_Work order_. Please print every record below exactly as written, leaving out the pictures.

Start of Provided records

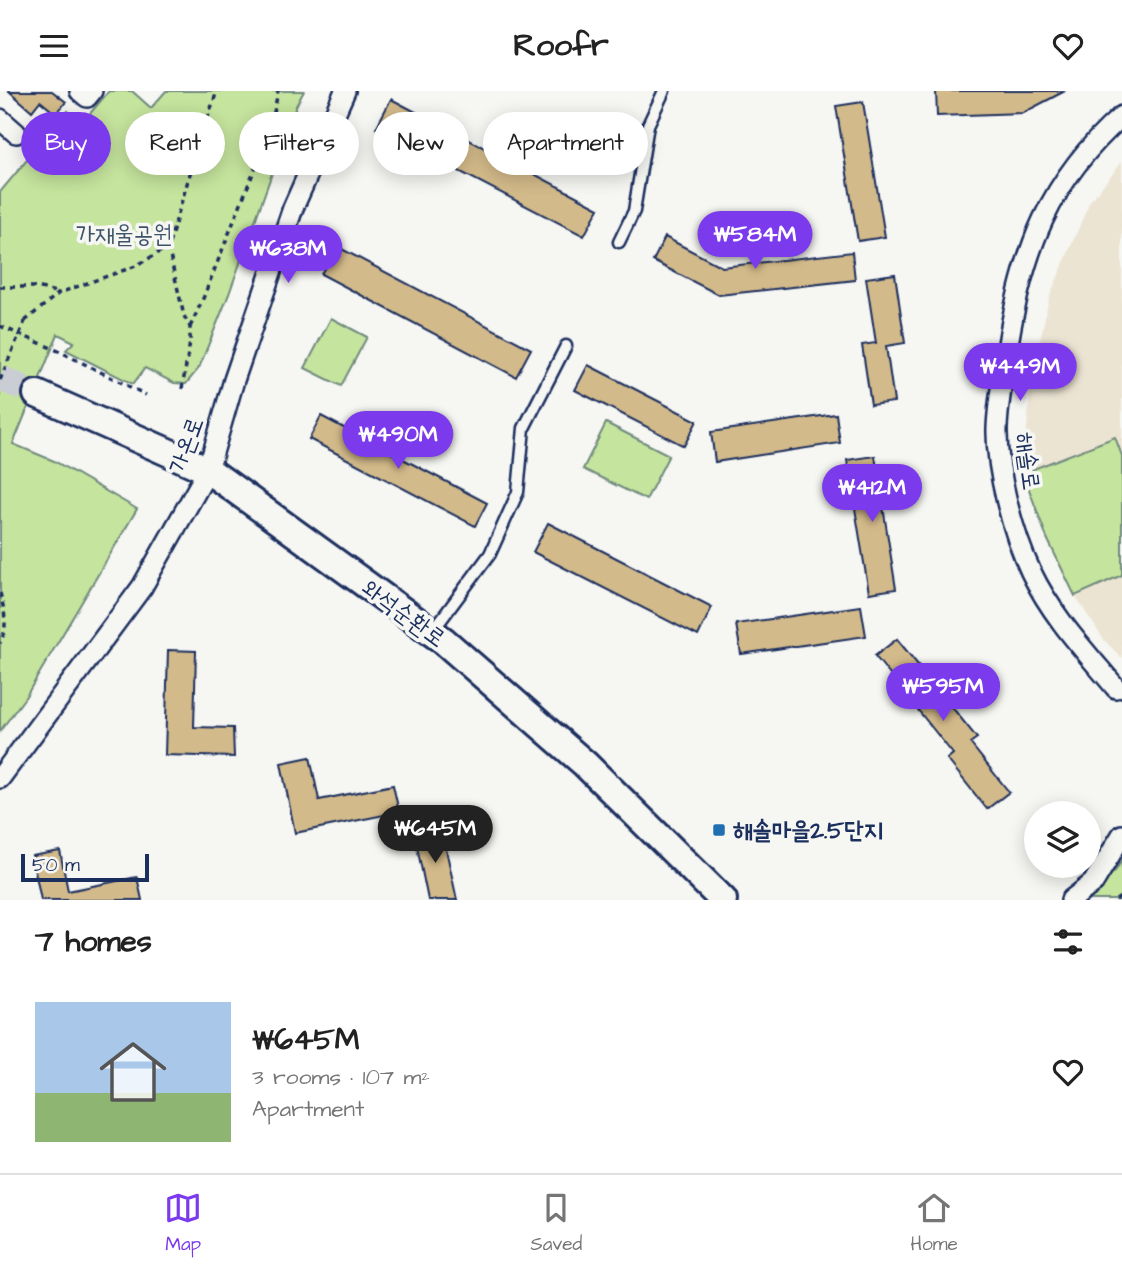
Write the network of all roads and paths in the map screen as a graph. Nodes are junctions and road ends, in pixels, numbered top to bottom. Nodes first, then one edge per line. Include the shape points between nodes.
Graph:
1 (80, 91) edge
2 (92, 91) edge
3 (217, 91) edge
4 (278, 91) edge
5 (345, 91) edge
6 (664, 91) edge
7 (1122, 116) edge
8 (0, 119) edge
9 (16, 133) dead end
10 (619, 242) dead end
11 (168, 247) junction
12 (0, 287) edge
13 (59, 293) junction
14 (0, 326) edge
15 (190, 327) junction
16 (566, 346) dead end
17 (0, 380) edge
18 (182, 389) dead end
19 (37, 394) tunnel mouth
20 (146, 395) dead end
21 (208, 470) junction
22 (0, 593) edge
23 (432, 632) junction
24 (0, 643) edge
25 (1120, 691) edge
26 (0, 778) edge
27 (1122, 835) edge
28 (1122, 896) edge
29 (723, 900) edge
30 (1070, 900) edge
31 (1116, 900) edge

1 - 2 street via 87,97
3 - 11 path
4 - 15 path via 271,128
5 - 21 street, 가온로 via 293,208
6 - 10 lane via 648,125 634,211
7 - 25 street, 해솔로 via 1065,179 1028,253 1015,304 997,430 1001,477 1032,575 1059,620
8 - 9 street
11 - 13 path via 136,266
11 - 15 path
12 - 13 path via 37,287
13 - 17 path, bridge via 25,321
14 - 20 path
15 - 18 path
16 - 23 lane via 524,428 518,492 490,554
19 - 21 street, 와석순환로
21 - 23 street, 와석순환로
21 - 26 street, 가온로 via 142,587
22 - 24 path via 5,634
23 - 29 street, 와석순환로 via 585,764
27 - 30 street via 1093,883
28 - 31 path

End of Provided records

_Written answer_.
Write the network of all roads and paths in the map screen as a graph. Nodes are junctions and road ends, in pixels, numbered top to bottom. Nodes first, then one edge per line. Include the shape points between nodes.
Graph:
1 (80, 91) edge
2 (92, 91) edge
3 (217, 91) edge
4 (278, 91) edge
5 (345, 91) edge
6 (664, 91) edge
7 (1122, 116) edge
8 (0, 119) edge
9 (16, 133) dead end
10 (619, 242) dead end
11 (168, 247) junction
12 (0, 287) edge
13 (59, 293) junction
14 (0, 326) edge
15 (190, 327) junction
16 (566, 346) dead end
17 (0, 380) edge
18 (182, 389) dead end
19 (37, 394) tunnel mouth
20 (146, 395) dead end
21 (208, 470) junction
22 (0, 593) edge
23 (432, 632) junction
24 (0, 643) edge
25 (1120, 691) edge
26 (0, 778) edge
27 (1122, 835) edge
28 (1122, 896) edge
29 (723, 900) edge
30 (1070, 900) edge
31 (1116, 900) edge

1 - 2 street via 87,97
3 - 11 path
4 - 15 path via 271,128
5 - 21 street, 가온로 via 293,208
6 - 10 lane via 648,125 634,211
7 - 25 street, 해솔로 via 1065,179 1028,253 1015,304 997,430 1001,477 1032,575 1059,620
8 - 9 street
11 - 13 path via 136,266
11 - 15 path
12 - 13 path via 37,287
13 - 17 path, bridge via 25,321
14 - 20 path
15 - 18 path
16 - 23 lane via 524,428 518,492 490,554
19 - 21 street, 와석순환로
21 - 23 street, 와석순환로
21 - 26 street, 가온로 via 142,587
22 - 24 path via 5,634
23 - 29 street, 와석순환로 via 585,764
27 - 30 street via 1093,883
28 - 31 path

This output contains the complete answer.